When building your “A” team responsible for your mobile site and mobile app, be sure that your talent acquisition department is looking for people who are analytical, know how to create a great user experience, and can test and learn quickly.

Candidates should also have experience developing and measuring an array of key performance indicators (KPIs).

2. Learn and adapt to how customers are using mobile
If you cannot beat a competitor head-to-head on price, speed or otherwise, the way to win is to provide a better customer experience (CX), whether in-store or online.

So, build a relationship with your customers, creating an attachment to your brand, and delivering what they are looking for – before they even realize what they need.

That extra level of efficiency and relevance yields an extra emotional connection.

Forrester Research explains that a key part of a great customer experience is context.

Users want distinct experiences on mobile devices versus desktop.

On desktop computers, they expect to browse, search and compare. On mobile, they are less interested in searching and simply want what they are looking for to be there waiting.

The growing options among mobile commerce technologies can help your company match the customer mindset.

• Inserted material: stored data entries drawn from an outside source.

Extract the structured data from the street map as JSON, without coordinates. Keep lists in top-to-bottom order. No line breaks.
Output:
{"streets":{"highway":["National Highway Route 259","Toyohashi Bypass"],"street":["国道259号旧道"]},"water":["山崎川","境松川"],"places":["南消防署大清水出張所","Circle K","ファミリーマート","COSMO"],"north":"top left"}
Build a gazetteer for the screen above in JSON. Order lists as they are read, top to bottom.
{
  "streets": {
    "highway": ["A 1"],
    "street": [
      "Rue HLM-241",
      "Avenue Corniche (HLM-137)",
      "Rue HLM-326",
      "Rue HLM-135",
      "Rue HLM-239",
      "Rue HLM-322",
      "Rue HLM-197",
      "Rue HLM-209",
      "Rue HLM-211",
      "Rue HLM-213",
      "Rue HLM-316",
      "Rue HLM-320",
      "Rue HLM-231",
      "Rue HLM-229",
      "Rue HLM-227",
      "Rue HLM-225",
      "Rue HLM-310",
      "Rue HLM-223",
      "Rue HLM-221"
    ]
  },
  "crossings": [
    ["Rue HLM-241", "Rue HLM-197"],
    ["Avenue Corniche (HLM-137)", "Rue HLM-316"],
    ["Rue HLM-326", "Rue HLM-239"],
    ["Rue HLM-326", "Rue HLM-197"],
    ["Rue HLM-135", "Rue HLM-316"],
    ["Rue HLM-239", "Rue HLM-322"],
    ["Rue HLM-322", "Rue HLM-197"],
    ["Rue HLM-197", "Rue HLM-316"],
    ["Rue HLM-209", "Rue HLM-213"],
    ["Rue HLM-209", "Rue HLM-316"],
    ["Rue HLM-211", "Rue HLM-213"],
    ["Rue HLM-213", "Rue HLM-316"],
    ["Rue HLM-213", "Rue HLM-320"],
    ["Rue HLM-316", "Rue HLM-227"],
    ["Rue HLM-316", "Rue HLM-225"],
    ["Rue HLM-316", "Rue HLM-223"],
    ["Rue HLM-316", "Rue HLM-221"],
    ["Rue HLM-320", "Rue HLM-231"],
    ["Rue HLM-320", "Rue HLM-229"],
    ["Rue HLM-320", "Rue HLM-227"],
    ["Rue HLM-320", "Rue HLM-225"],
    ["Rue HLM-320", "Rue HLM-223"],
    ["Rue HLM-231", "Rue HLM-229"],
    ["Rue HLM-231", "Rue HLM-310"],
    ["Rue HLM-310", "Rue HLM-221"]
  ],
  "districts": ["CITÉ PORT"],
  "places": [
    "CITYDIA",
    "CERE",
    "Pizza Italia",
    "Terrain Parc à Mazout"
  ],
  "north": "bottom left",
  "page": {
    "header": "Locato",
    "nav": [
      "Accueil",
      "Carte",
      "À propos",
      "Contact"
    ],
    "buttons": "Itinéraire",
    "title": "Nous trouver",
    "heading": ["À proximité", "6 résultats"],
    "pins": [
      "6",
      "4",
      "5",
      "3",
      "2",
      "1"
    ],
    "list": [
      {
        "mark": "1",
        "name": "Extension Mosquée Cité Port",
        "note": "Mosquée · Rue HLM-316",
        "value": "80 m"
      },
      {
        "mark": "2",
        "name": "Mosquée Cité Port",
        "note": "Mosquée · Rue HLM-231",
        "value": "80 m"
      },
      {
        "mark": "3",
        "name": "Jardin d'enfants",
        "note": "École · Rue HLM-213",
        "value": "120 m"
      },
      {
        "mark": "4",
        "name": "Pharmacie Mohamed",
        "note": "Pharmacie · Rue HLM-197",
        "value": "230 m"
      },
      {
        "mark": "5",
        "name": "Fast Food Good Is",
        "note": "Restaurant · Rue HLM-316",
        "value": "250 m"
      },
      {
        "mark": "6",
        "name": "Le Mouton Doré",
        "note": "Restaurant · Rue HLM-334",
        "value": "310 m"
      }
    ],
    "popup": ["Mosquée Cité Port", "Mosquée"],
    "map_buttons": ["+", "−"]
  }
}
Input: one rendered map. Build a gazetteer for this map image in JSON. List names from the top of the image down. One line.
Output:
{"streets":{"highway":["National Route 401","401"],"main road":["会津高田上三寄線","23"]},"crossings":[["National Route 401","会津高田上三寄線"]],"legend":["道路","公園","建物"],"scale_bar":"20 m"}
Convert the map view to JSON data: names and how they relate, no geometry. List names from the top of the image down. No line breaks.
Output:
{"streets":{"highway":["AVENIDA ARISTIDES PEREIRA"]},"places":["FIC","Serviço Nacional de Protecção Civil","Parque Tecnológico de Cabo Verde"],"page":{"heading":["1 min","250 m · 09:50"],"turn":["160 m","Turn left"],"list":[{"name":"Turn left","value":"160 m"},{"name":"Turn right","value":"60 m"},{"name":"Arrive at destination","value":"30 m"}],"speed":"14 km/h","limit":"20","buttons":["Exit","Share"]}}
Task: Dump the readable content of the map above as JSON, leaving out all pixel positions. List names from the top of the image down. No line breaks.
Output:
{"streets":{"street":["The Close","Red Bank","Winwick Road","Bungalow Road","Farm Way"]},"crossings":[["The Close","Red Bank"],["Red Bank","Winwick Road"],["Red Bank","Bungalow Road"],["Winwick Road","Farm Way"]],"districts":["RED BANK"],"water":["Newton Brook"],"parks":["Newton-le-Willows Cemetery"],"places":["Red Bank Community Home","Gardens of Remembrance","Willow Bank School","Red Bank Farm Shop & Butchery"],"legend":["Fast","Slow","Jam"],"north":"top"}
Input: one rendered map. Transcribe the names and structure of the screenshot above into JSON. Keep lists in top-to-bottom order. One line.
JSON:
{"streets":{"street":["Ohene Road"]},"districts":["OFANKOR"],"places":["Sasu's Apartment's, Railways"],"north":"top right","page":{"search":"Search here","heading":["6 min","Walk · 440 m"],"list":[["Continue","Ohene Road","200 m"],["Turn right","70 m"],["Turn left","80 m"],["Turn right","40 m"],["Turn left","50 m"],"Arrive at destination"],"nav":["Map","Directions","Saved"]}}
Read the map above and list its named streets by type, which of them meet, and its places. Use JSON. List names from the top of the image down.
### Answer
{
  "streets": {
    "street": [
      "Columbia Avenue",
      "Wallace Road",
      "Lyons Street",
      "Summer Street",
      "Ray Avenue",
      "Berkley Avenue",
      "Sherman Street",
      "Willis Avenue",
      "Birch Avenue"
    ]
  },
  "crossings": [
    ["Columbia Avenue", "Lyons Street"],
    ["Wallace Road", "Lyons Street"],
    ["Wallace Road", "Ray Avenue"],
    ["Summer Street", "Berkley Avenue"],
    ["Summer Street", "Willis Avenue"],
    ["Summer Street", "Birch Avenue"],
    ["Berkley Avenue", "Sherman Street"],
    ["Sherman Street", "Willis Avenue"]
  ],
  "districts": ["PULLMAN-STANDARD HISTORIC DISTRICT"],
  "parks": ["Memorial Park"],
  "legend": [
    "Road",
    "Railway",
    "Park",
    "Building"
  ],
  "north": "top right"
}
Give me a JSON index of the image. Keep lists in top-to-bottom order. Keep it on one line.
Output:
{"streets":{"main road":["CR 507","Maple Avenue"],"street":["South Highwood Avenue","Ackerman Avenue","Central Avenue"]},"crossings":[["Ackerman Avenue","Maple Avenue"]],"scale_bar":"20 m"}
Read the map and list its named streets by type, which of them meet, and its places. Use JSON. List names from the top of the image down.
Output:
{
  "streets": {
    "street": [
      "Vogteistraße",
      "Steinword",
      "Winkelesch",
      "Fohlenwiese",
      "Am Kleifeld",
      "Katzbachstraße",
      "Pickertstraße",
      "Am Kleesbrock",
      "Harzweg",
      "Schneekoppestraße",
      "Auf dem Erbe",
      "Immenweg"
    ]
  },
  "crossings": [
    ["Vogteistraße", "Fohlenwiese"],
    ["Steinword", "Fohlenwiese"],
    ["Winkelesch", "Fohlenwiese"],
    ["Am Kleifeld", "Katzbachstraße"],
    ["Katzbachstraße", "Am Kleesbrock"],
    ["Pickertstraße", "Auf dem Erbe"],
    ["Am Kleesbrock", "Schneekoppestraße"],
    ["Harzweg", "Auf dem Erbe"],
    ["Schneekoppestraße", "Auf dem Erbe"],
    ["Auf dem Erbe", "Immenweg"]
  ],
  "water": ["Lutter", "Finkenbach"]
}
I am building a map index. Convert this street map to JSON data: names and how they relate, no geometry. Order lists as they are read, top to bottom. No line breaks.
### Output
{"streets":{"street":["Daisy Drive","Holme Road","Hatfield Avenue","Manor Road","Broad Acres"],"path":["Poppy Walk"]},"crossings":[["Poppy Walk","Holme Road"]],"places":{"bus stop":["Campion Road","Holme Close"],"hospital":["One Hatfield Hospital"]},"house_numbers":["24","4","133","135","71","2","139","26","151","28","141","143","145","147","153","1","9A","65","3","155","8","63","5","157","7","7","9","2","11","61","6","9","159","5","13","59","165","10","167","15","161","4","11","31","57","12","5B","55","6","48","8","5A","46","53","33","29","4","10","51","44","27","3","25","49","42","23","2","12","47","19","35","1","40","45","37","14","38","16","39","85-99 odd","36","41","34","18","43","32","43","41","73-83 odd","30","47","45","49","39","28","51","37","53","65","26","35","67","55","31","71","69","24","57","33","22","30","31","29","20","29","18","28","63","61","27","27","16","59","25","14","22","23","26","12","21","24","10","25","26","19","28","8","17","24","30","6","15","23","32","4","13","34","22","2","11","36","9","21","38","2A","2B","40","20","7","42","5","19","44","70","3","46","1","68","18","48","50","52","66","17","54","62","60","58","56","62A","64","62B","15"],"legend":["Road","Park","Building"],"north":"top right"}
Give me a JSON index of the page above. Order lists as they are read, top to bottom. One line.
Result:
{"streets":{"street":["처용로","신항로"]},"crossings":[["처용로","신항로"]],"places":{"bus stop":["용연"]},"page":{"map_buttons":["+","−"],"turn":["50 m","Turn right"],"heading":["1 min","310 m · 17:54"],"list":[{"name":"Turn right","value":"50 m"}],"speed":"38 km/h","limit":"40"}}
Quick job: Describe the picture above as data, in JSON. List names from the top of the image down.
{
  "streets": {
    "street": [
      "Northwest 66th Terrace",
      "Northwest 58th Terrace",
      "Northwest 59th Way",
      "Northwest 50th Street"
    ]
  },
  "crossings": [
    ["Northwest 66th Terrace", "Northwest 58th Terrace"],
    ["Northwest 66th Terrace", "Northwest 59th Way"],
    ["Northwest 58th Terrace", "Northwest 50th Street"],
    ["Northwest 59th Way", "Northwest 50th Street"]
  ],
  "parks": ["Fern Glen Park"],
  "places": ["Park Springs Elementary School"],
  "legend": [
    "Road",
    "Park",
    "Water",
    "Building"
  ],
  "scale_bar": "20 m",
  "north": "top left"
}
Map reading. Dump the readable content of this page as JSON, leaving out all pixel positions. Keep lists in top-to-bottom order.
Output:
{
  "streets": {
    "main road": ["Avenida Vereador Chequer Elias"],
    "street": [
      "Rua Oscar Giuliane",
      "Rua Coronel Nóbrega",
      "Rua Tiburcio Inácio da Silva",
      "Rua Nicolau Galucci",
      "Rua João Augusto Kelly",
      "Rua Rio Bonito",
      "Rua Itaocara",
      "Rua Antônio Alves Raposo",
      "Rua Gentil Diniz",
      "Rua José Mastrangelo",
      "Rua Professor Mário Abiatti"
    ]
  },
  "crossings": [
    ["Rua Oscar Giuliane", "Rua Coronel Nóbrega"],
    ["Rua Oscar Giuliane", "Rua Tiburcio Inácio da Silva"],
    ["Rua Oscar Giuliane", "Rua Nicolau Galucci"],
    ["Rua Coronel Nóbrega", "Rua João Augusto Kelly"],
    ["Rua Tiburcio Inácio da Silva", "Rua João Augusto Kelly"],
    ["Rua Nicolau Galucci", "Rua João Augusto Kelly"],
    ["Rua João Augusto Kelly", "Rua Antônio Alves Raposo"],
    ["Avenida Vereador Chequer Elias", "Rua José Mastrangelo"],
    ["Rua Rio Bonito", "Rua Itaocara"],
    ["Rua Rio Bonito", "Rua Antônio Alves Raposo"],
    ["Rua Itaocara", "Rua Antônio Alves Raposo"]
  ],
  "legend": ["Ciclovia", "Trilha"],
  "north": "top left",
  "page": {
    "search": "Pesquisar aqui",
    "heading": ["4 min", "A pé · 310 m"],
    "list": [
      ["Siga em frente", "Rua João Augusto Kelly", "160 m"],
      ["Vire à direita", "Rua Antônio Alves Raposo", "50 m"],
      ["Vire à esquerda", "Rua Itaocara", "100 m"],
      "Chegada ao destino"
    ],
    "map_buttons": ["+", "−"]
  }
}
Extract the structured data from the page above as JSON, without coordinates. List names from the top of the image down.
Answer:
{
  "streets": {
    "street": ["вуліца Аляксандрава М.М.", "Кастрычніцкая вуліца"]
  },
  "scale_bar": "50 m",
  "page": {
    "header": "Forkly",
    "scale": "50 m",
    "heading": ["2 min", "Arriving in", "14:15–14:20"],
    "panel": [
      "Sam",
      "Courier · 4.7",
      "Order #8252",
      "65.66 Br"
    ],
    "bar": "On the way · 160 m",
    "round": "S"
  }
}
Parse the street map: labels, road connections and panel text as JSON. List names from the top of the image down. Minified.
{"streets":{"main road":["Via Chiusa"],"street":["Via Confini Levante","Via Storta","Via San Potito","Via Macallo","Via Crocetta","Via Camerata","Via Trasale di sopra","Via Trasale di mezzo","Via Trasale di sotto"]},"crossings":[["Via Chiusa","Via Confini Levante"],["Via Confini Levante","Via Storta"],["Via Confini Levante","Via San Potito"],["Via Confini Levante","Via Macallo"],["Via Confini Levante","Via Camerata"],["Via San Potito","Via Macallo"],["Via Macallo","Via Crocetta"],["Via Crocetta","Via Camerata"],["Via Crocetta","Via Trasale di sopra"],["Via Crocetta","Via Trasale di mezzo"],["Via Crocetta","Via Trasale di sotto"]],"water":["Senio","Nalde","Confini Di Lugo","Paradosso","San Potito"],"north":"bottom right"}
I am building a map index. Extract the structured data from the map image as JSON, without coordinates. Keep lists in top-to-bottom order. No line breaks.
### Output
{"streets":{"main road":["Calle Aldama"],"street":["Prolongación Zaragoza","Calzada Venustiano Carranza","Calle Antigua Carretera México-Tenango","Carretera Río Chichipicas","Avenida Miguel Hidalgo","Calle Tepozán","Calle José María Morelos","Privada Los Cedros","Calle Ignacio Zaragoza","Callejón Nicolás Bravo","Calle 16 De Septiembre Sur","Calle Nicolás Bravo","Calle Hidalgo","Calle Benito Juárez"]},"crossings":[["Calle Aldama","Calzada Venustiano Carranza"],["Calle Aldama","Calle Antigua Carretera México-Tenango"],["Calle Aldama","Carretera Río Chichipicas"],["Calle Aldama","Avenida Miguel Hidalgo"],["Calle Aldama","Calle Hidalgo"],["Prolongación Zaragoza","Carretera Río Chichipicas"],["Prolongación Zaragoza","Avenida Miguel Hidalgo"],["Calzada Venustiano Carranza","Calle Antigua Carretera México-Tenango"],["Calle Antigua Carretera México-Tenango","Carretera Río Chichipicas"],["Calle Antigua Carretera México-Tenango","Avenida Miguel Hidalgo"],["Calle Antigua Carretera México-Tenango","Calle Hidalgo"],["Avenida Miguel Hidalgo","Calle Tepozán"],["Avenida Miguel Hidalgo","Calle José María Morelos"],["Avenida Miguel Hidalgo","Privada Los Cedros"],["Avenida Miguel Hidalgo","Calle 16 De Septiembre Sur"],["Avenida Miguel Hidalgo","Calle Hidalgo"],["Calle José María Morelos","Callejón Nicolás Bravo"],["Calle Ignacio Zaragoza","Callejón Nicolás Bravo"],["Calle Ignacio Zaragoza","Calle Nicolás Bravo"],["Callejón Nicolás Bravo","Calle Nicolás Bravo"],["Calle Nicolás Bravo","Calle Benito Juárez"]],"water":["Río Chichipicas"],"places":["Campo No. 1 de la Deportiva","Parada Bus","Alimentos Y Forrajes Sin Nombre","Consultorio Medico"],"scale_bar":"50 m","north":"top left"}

For example, personalization tools provide customers with unique product recommendations and add-ons based on location, preferences and purchase history with your brand.

Site search tools that auto-complete as the user types and deliver the right results make the mobile experience faster and more relevant.

Also, make sure that store hours and location functions are visible and intuitive, so they can drive in-store traffic and sales.

By quickly presenting relevant products to individual consumers, you reduce the number of actions and decisions required, and deliver an easier path to purchase that increases sales.

3. Weave user feedback into the digital experience
Consumers can tell you exactly what they want—if you ask and listen.

It can be hard to understand how customers are using mobile as part of their shopping process, but the information you need is actually readily available.

While analytics demonstrates what consumers are doing on a mobile site or app, user research reveals why consumers behave in certain ways.

An increasing number of retailers are leveraging user research methods such as customer interviews and user testing to gain a deeper understanding of customer behavior across their channels.

User research lets your digital experience team trace specific customer journeys, such as finding a specific item with a smartphone or buy-online, pickup-in-store (BOPIS).

Giving users tasks and then collecting their thoughts — or watching their experiences — reveals areas of friction, sentiment about your brand and opportunities to improve. It eliminates the guesswork so that your A team can incorporate the customer voice into decisions across the organization, increasing the likelihood that the customer will buy from you, whether on mobile or another medium.

THE MOBILE SHOPPING process needs to be smooth to satisfy customers and boost conversion across channels.

It is the death of a thousand cuts each time a user struggles to research or complete a purchase on mobile because the mobile Web site or app are poorly designed.

By taking mobile seriously with a unified strategy that puts the customer first, you will increase satisfaction and sales that could easily have been lost to competitors.